-- How to complete this task --
Look through the lines below and copy each one that includes "Selatan".

-- Listed entries --
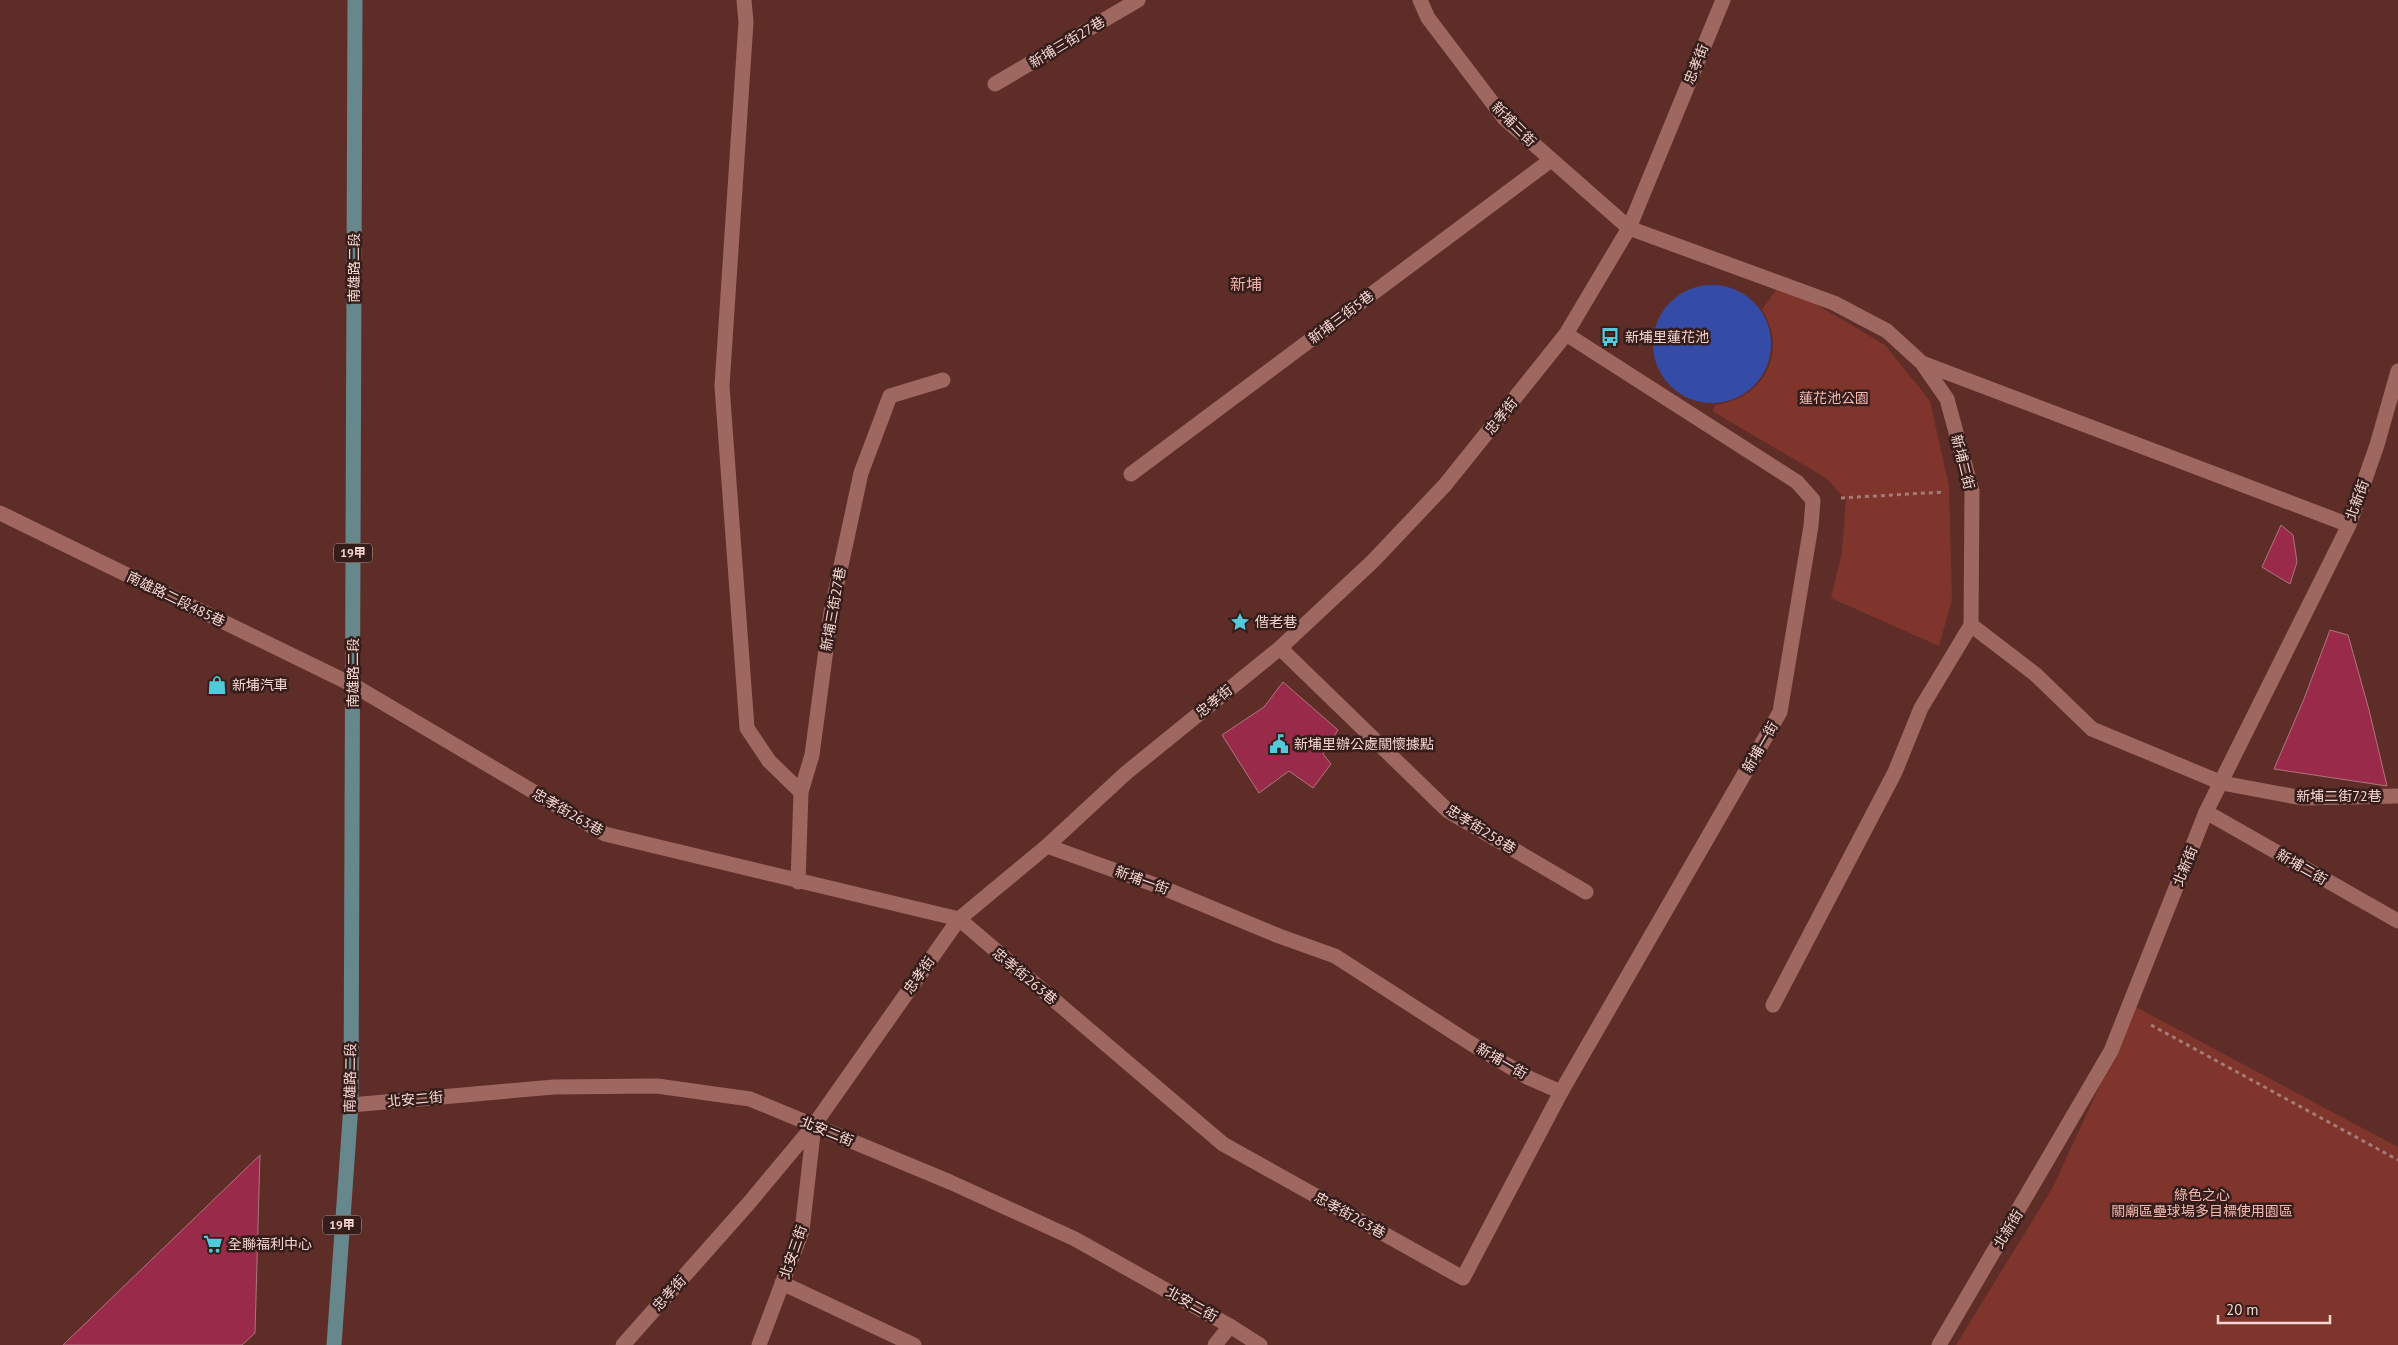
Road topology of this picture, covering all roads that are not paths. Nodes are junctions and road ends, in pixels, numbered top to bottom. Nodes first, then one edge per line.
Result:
1 (355, 0) edge
2 (744, 0) edge
3 (1138, 0) edge
4 (1420, 0) edge
5 (1723, 1) edge
6 (995, 84) dead end
7 (1551, 160) junction
8 (1629, 228) junction
9 (1566, 334) junction
10 (1922, 363) junction
11 (2398, 371) edge
12 (943, 380) dead end
13 (1131, 474) dead end
14 (0, 513) edge
15 (2348, 525) junction
16 (1971, 625) junction
17 (1280, 648) junction
18 (353, 685) junction
19 (2222, 783) junction
20 (801, 792) junction
21 (2398, 796) edge
22 (2206, 812) junction
23 (1047, 846) junction
24 (798, 882) junction
25 (1586, 892) dead end
26 (959, 919) junction
27 (2398, 921) edge
28 (1773, 1005) dead end
29 (1561, 1092) junction
30 (351, 1105) junction
31 (814, 1125) junction
32 (782, 1283) junction
33 (1230, 1326) junction
34 (334, 1345) edge
35 (623, 1345) edge
36 (759, 1345) edge
37 (914, 1345) edge
38 (1215, 1345) edge
39 (1260, 1345) edge
40 (1939, 1345) edge

1 - 18 main road, 南雄路二段 / 19甲
2 - 20 street
3 - 6 street, 新埔三街27巷
4 - 7 street, 新埔三街
5 - 8 street, 忠孝街
7 - 8 street, 新埔三街
7 - 13 street, 新埔三街5巷
8 - 9 street, 忠孝街
8 - 10 street, 新埔二街
9 - 17 street, 忠孝街
9 - 29 street, 新埔一街
10 - 15 street
10 - 16 street, 新埔二街
11 - 15 street, 北新街
12 - 20 street, 新埔三街27巷
14 - 18 street, 南雄路二段485巷
15 - 19 street, 北新街
16 - 19 street
16 - 28 street
17 - 23 street, 忠孝街
17 - 25 street, 忠孝街258巷
18 - 24 street, 忠孝街263巷
18 - 30 main road, 南雄路二段 / 19甲
19 - 21 street, 新埔二街72巷
19 - 22 street, 北新街
20 - 24 street, 新埔三街27巷
22 - 27 street, 新埔二街
22 - 40 street, 北新街
23 - 26 street, 忠孝街
23 - 29 street, 新埔一街
24 - 26 street, 忠孝街263巷
26 - 29 street, 忠孝街263巷
26 - 31 street, 忠孝街
30 - 31 street, 北安二街
30 - 34 main road, 南雄路二段 / 19甲
31 - 32 street, 北安三街
31 - 33 street, 北安二街
31 - 35 street, 忠孝街
32 - 36 street, 北安三街
32 - 37 street
33 - 38 street
33 - 39 street, 北安二街

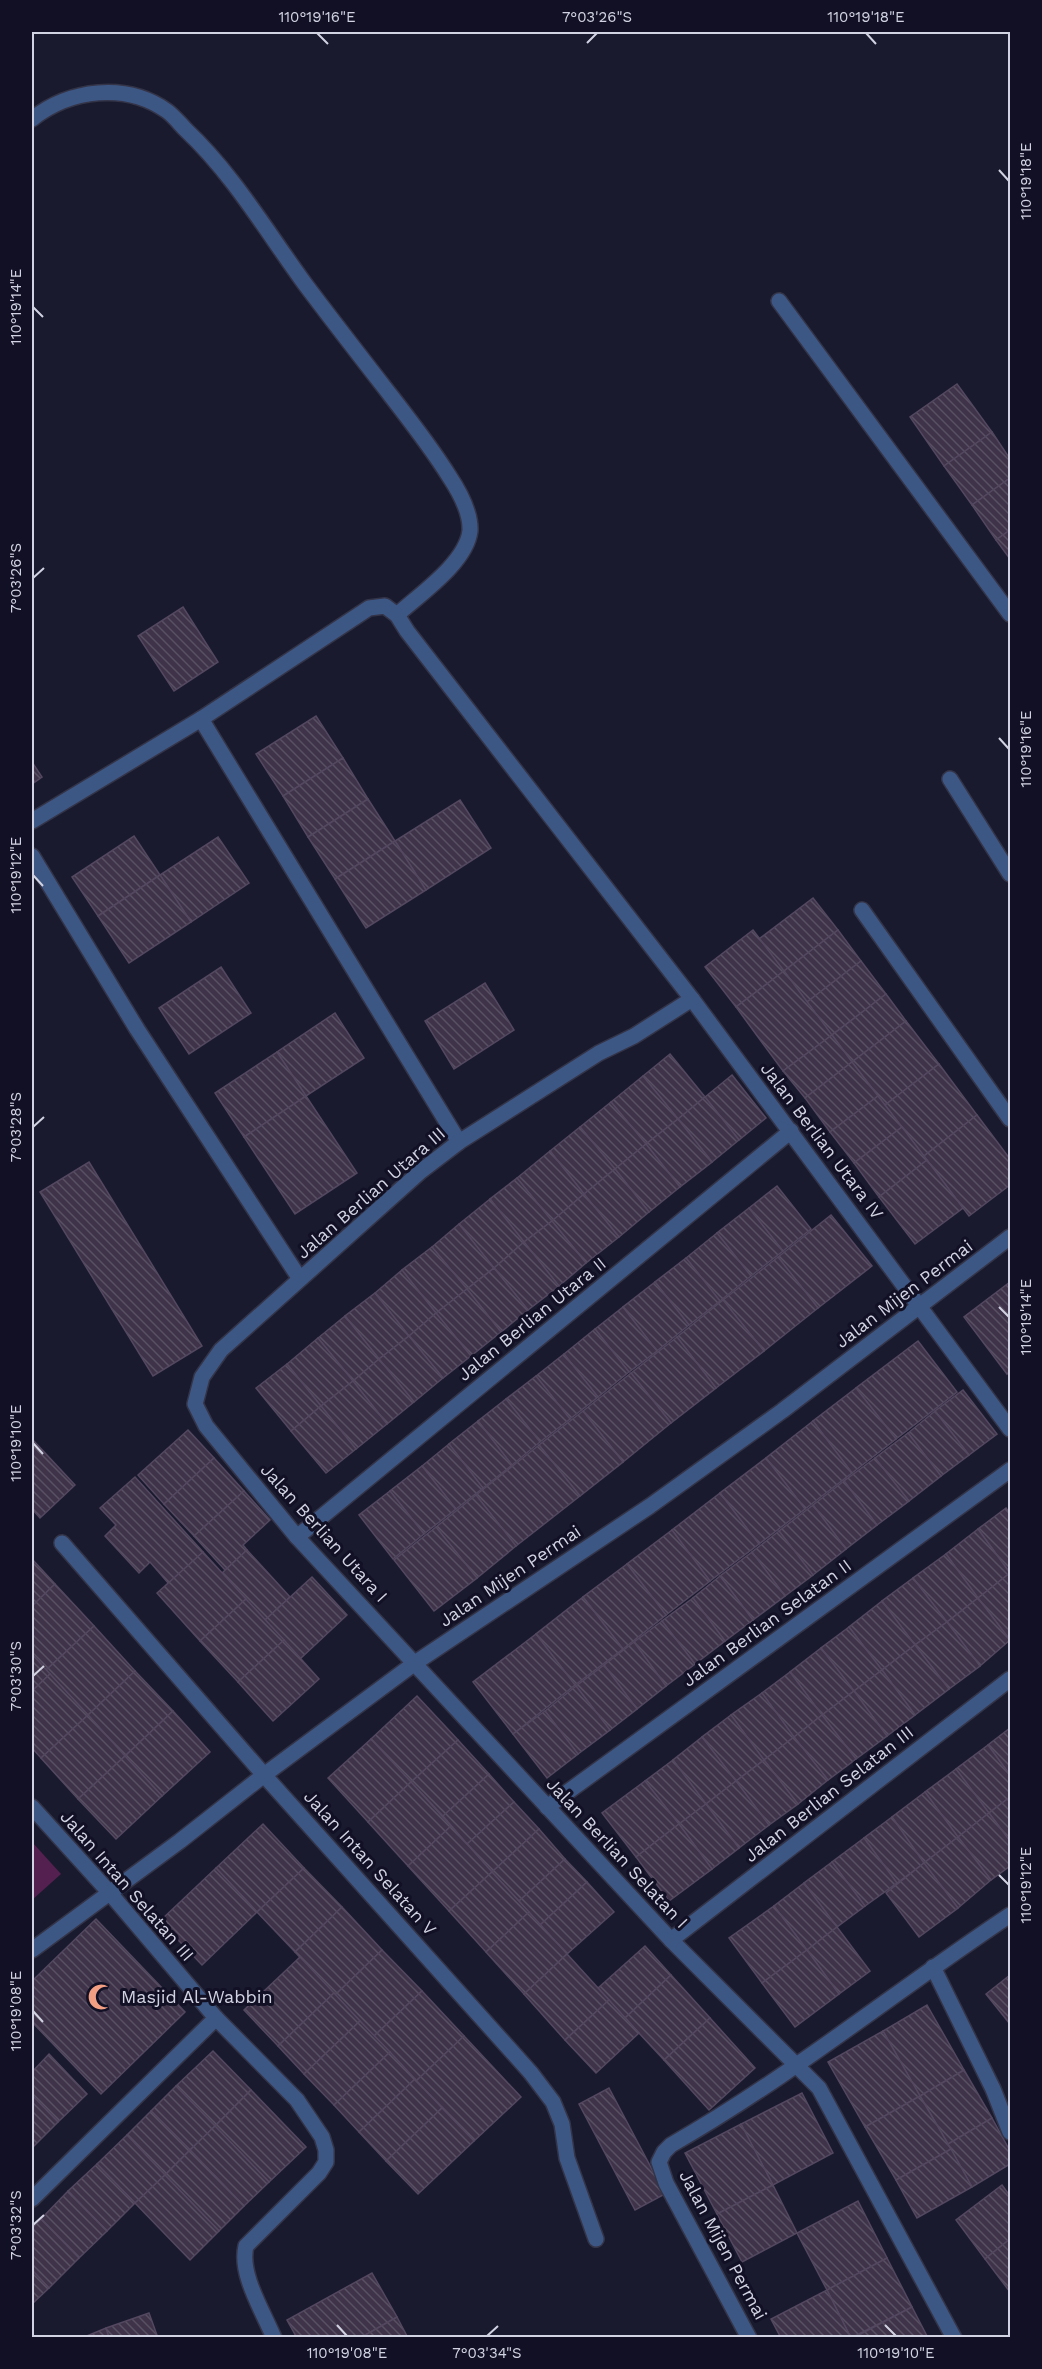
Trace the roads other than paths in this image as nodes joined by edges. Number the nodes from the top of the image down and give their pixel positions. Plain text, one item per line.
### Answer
1 (32, 118) edge
2 (779, 301) dead end
3 (1011, 614) edge
4 (397, 615) junction
5 (201, 719) junction
6 (950, 779) dead end
7 (32, 821) edge
8 (32, 856) edge
9 (1011, 874) edge
10 (862, 910) dead end
11 (692, 999) junction
12 (1011, 1119) edge
13 (791, 1131) junction
14 (459, 1142) junction
15 (1011, 1237) edge
16 (300, 1279) junction
17 (920, 1306) junction
18 (206, 1426) joint
19 (1011, 1429) edge
20 (1011, 1470) edge
21 (297, 1537) junction
22 (62, 1542) dead end
23 (415, 1663) junction
24 (1011, 1679) edge
25 (264, 1775) junction
26 (32, 1807) edge
27 (547, 1807) junction
28 (109, 1892) junction
29 (1011, 1915) edge
30 (671, 1940) junction
31 (32, 1950) edge
32 (933, 1967) junction
33 (216, 2018) junction
34 (797, 2064) junction
35 (1011, 2132) edge
36 (32, 2199) edge
37 (596, 2239) dead end
38 (274, 2337) edge
39 (749, 2337) edge
40 (954, 2337) edge

1 - 4 street
2 - 3 street
4 - 5 street
4 - 11 street, Jalan Berlian Utara IV
5 - 7 street
5 - 14 street
6 - 9 street
8 - 16 street
10 - 12 street
11 - 13 street, Jalan Berlian Utara IV
11 - 14 street, Jalan Berlian Utara III
13 - 17 street, Jalan Berlian Utara IV
13 - 21 street, Jalan Berlian Utara II
14 - 16 street, Jalan Berlian Utara III
15 - 17 street, Jalan Mijen Permai
16 - 18 street, Jalan Berlian Utara III
17 - 19 street, Jalan Berlian Utara IV
17 - 23 street, Jalan Mijen Permai
18 - 21 street, Jalan Berlian Utara I
20 - 27 street, Jalan Berlian Selatan II
21 - 23 street, Jalan Berlian Utara I
22 - 25 street, Jalan Intan Selatan V
23 - 25 street, Jalan Mijen Permai
23 - 27 street, Jalan Berlian Selatan I
24 - 30 street, Jalan Berlian Selatan III
25 - 28 street, Jalan Mijen Permai
25 - 37 street, Jalan Intan Selatan V
26 - 28 street, Jalan Intan Selatan III
27 - 30 street, Jalan Berlian Selatan I
28 - 31 street, Jalan Mijen Permai
28 - 33 street, Jalan Intan Selatan III
29 - 32 street, Jalan Mijen Permai
30 - 34 street, Jalan Berlian Selatan I
32 - 34 street, Jalan Mijen Permai
32 - 35 street
33 - 36 street
33 - 38 street, Jalan Intan Selatan III
34 - 39 street, Jalan Mijen Permai
34 - 40 street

-- Your solution --
20 - 27 street, Jalan Berlian Selatan II
22 - 25 street, Jalan Intan Selatan V
23 - 27 street, Jalan Berlian Selatan I
24 - 30 street, Jalan Berlian Selatan III
25 - 37 street, Jalan Intan Selatan V
26 - 28 street, Jalan Intan Selatan III
27 - 30 street, Jalan Berlian Selatan I
28 - 33 street, Jalan Intan Selatan III
30 - 34 street, Jalan Berlian Selatan I
33 - 38 street, Jalan Intan Selatan III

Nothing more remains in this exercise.